Skip to main content

Command Palette

Search for a command to run...

Understanding Root Mean Squared Logarithmic Error ( RMSLE )

Published
2 min read

Explaination

A. What is RMSLE?

RMSLE is an evaluation metric used for regression problems. It measures the ratio-based difference between predicted and actual values rather than absolute differences. RMSLE is especially useful when:

  • You care more about relative error than absolute error.

  • Your target variable spans multiple orders of magnitude.

  • You want to penalize under-predictions more than over-predictions (as the log curve is asymmetric).


B. In More Simple Terms

🧠 Imagine this situation:

You’re building a model that predicts house prices.

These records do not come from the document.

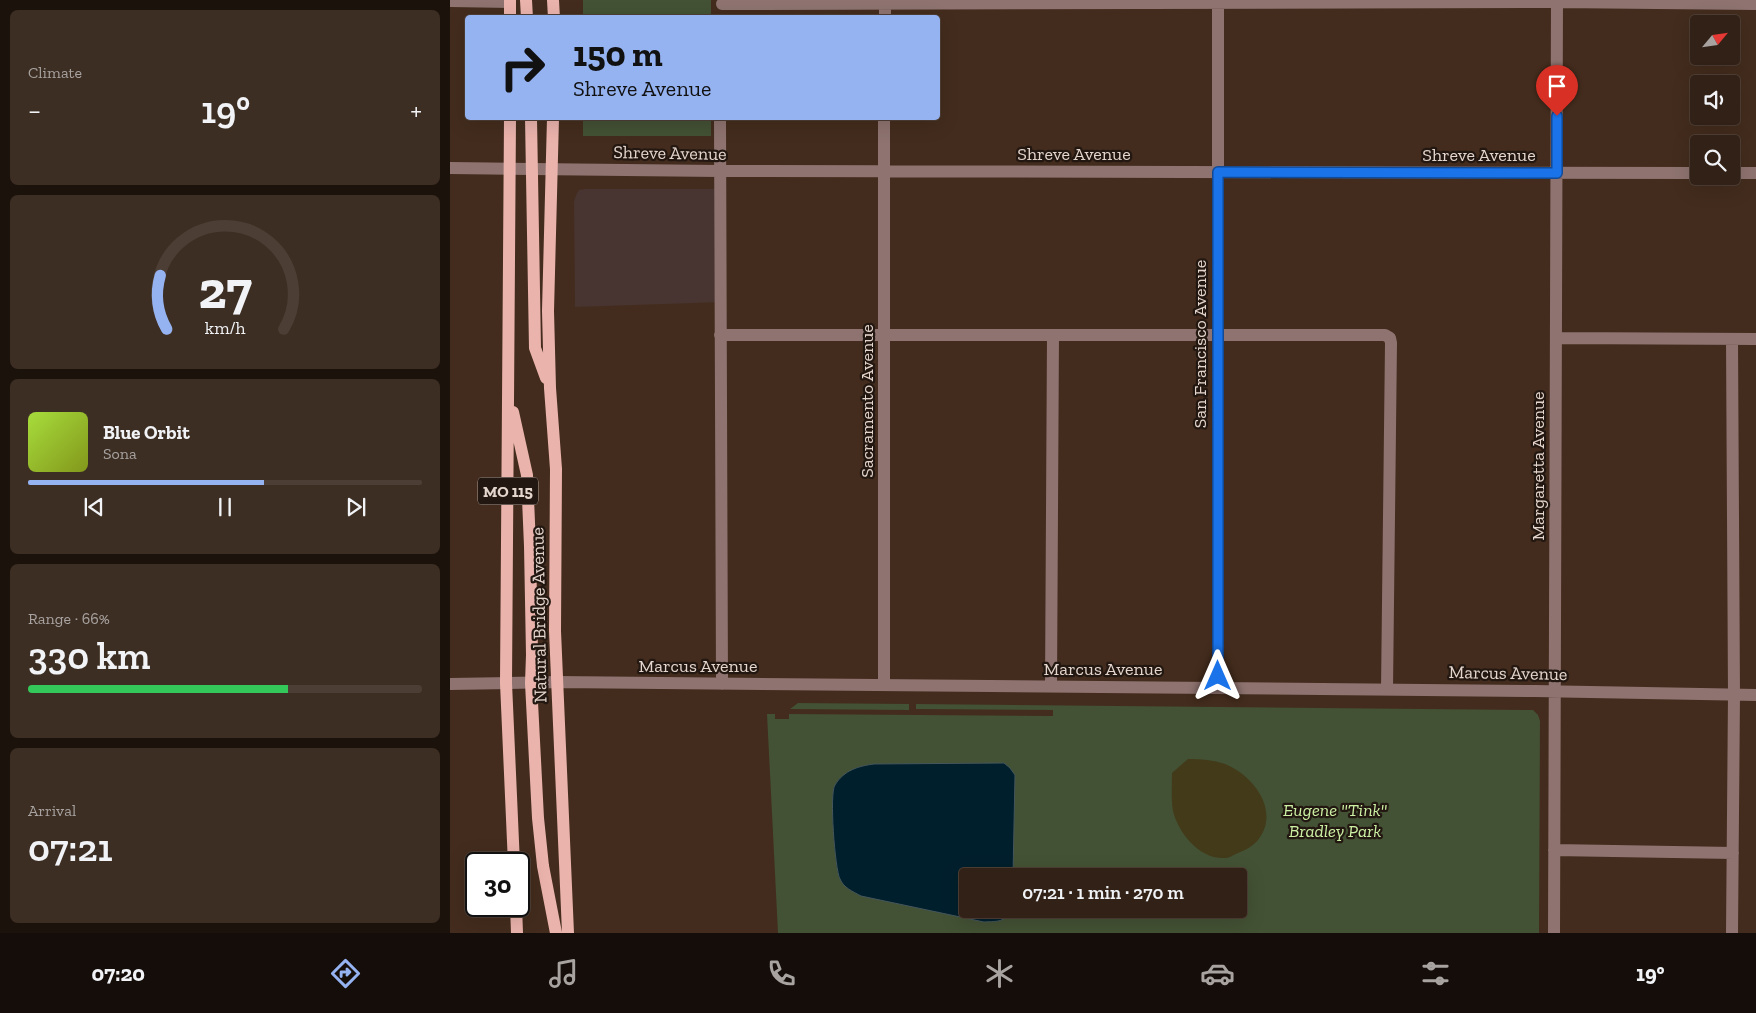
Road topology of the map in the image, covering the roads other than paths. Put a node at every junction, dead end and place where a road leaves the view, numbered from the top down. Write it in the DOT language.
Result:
graph roads {
  1 [pos="526,0"];
  2 [pos="553,0"];
  3 [pos="450,1"];
  4 [pos="510,1"];
  5 [pos="1385,1"];
  6 [pos="1557,1"];
  7 [pos="722,2"];
  8 [pos="885,2"];
  9 [pos="1055,2"];
  10 [pos="1218,2"];
  11 [pos="1732,2"];
  12 [pos="1756,4"];
  13 [pos="510,15"];
  14 [pos="527,15"];
  15 [pos="554,15"];
  16 [pos="722,15"];
  17 [pos="885,15"];
  18 [pos="510,120"];
  19 [pos="531,120"];
  20 [pos="553,120"];
  21 [pos="720,120"];
  22 [pos="884,120"];
  23 [pos="450,168"];
  24 [pos="510,168"];
  25 [pos="531,168"];
  26 [pos="552,169"];
  27 [pos="719,171"];
  28 [pos="884,171"];
  29 [pos="1218,172"];
  30 [pos="1557,173"];
  31 [pos="1690,173"];
  32 [pos="1740,173"];
  33 [pos="1756,173"];
  34 [pos="720,335"];
  35 [pos="1053,335"];
  36 [pos="1218,335"];
  37 [pos="884,336"];
  38 [pos="1556,338"];
  39 [pos="1732,339"];
  40 [pos="1756,339"];
  41 [pos="550,388"];
  42 [pos="509,398"];
  43 [pos="557,682"];
  44 [pos="506,683"];
  45 [pos="531,683"];
  46 [pos="450,684"];
  47 [pos="722,684"];
  48 [pos="884,685"];
  49 [pos="1051,686"];
  50 [pos="1218,688"];
  51 [pos="1388,689"];
  52 [pos="1555,691"];
  53 [pos="1734,695"];
  54 [pos="1756,695"];
  55 [pos="1554,850"];
  56 [pos="513,852"];
  57 [pos="1733,852"];
  58 [pos="516,917"];
  59 [pos="517,933"];
  60 [pos="556,933"];
  61 [pos="568,933"];
  62 [pos="1554,933"];
  63 [pos="1732,933"];
  1 -- 14 [label="main road"];
  2 -- 15 [label="main road"];
  3 -- 4 [label="street"];
  4 -- 13 [label="main road"];
  5 -- 6 [label="street"];
  5 -- 10 [label="street"];
  6 -- 11 [label="street"];
  6 -- 30 [label="street, Margaretta Avenue"];
  7 -- 8 [label="street"];
  7 -- 16 [label="street"];
  8 -- 9 [label="street"];
  8 -- 17 [label="street"];
  9 -- 10 [label="street"];
  10 -- 29 [label="street, San Francisco Avenue"];
  11 -- 12 [label="street"];
  18 -- 24 [label="main road, Natural Bridge Avenue / MO 115"];
  19 -- 25 [label="main road"];
  20 -- 26 [label="main road, Natural Bridge Avenue"];
  21 -- 27 [label="street"];
  22 -- 28 [label="street, Sacramento Avenue"];
  23 -- 24 [label="street, Shreve Avenue"];
  24 -- 25 [label="street, Shreve Avenue"];
  24 -- 42 [label="main road, Natural Bridge Avenue / MO 115"];
  25 -- 26 [label="street, Shreve Avenue"];
  25 -- 41 [label="main road"];
  26 -- 27 [label="street, Shreve Avenue"];
  26 -- 41 [label="main road, Natural Bridge Avenue"];
  27 -- 28 [label="street, Shreve Avenue"];
  27 -- 34 [label="street"];
  28 -- 29 [label="street, Shreve Avenue"];
  28 -- 37 [label="street, Sacramento Avenue"];
  29 -- 30 [label="street, Shreve Avenue"];
  29 -- 36 [label="street, San Francisco Avenue"];
  30 -- 31 [label="street, Shreve Avenue"];
  30 -- 38 [label="street, Margaretta Avenue"];
  32 -- 33 [label="street"];
  34 -- 37 [label="street"];
  34 -- 47 [label="street"];
  35 -- 36 [label="street"];
  35 -- 37 [label="street"];
  35 -- 49 [label="street"];
  36 -- 50 [label="street, San Francisco Avenue"];
  36 -- 51 [label="street"];
  37 -- 48 [label="street, Sacramento Avenue"];
  38 -- 39 [label="street"];
  38 -- 52 [label="street, Margaretta Avenue"];
  39 -- 40 [label="street"];
  39 -- 53 [label="street"];
  41 -- 43 [label="main road, Natural Bridge Avenue"];
  42 -- 44 [label="main road, Natural Bridge Avenue / MO 115"];
  42 -- 45 [label="main road"];
  43 -- 45 [label="street, Marcus Avenue"];
  43 -- 47 [label="street, Marcus Avenue"];
  43 -- 61 [label="main road, Natural Bridge Avenue"];
  44 -- 45 [label="street, Marcus Avenue"];
  44 -- 46 [label="street, Marcus Avenue"];
  44 -- 56 [label="main road, Natural Bridge Avenue / MO 115"];
  45 -- 60 [label="main road"];
  47 -- 48 [label="street, Marcus Avenue"];
  48 -- 49 [label="street, Marcus Avenue"];
  49 -- 50 [label="street, Marcus Avenue"];
  50 -- 51 [label="street, Marcus Avenue"];
  51 -- 52 [label="street, Marcus Avenue"];
  52 -- 53 [label="street, Marcus Avenue"];
  52 -- 55 [label="street, Margaretta Avenue"];
  53 -- 54 [label="street, Marcus Avenue"];
  53 -- 57 [label="street"];
  55 -- 57 [label="street"];
  55 -- 62 [label="street, Margaretta Avenue"];
  57 -- 63 [label="street"];
  58 -- 59 [label="main road"];
}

Some houses are worth ₹1 lakh, others ₹1 crore. That’s a huge range!

Now, say your model predicts:

  • For a ₹1 lakh house → ₹90,000 (so you’re off by ₹10,000)

  • For a ₹1 crore house → ₹91 lakh (off by ₹9 lakh)

Which is the bigger mistake?

If you just use normal error (like Mean Squared Error), it says the ₹9 lakh mistake is worse — but in reality, being off by 10% is the same in both cases.


📏 That's where RMSLE comes in

Instead of comparing raw values, RMSLE looks at the ratio between the predicted and actual value using logarithms.

Why logs?

  • Logs compress large numbers — a crore and a lakh become numbers like 12 and 5.

  • Logs turn ratios into differences, which helps us compare things fairly.

  • It penalizes underestimates more than overestimates — which can be good when under-predicting is more harmful (e.g., underestimating demand or risk).


Mathematical Derivation

Let’s start from a more common metric and derive our way to RMSLE.

$$y_i = \text{Actual value} $$

$$\hat{y}_i = \text{Predicted value}$$

A. MSE (Mean Squared Error)

$$\text{MSE} = \frac{1}{n} \sum_{i=1}^{n} (y_i - \hat{y}_i)^2$$

It penalizes absolute error heavily.

B. MSLE (Mean Squared Logarithmic Error)

Instead of direct differences, we take the difference in logarithmic space:

$$\text{MSLE} = \frac{1}{n} \sum_{i=1}^{n} \left( \log_e(1 + y_i) - \log_e(1 + \hat{y}_i) \right)^2$$

  • The addition of 1 avoids issues with log(0).

  • It reduces the effect of large values and focuses more on percentage differences.

C. RMSLE (Root Mean Squared Logarithmic Error)

Take the square root of MSLE:

$$\text{RMSLE} = \sqrt{\frac{1}{n} \sum_{i=1}^{n} \left( \log_e(1 + y_i) - \log_e(1 + \hat{y}_i) \right)^2}$$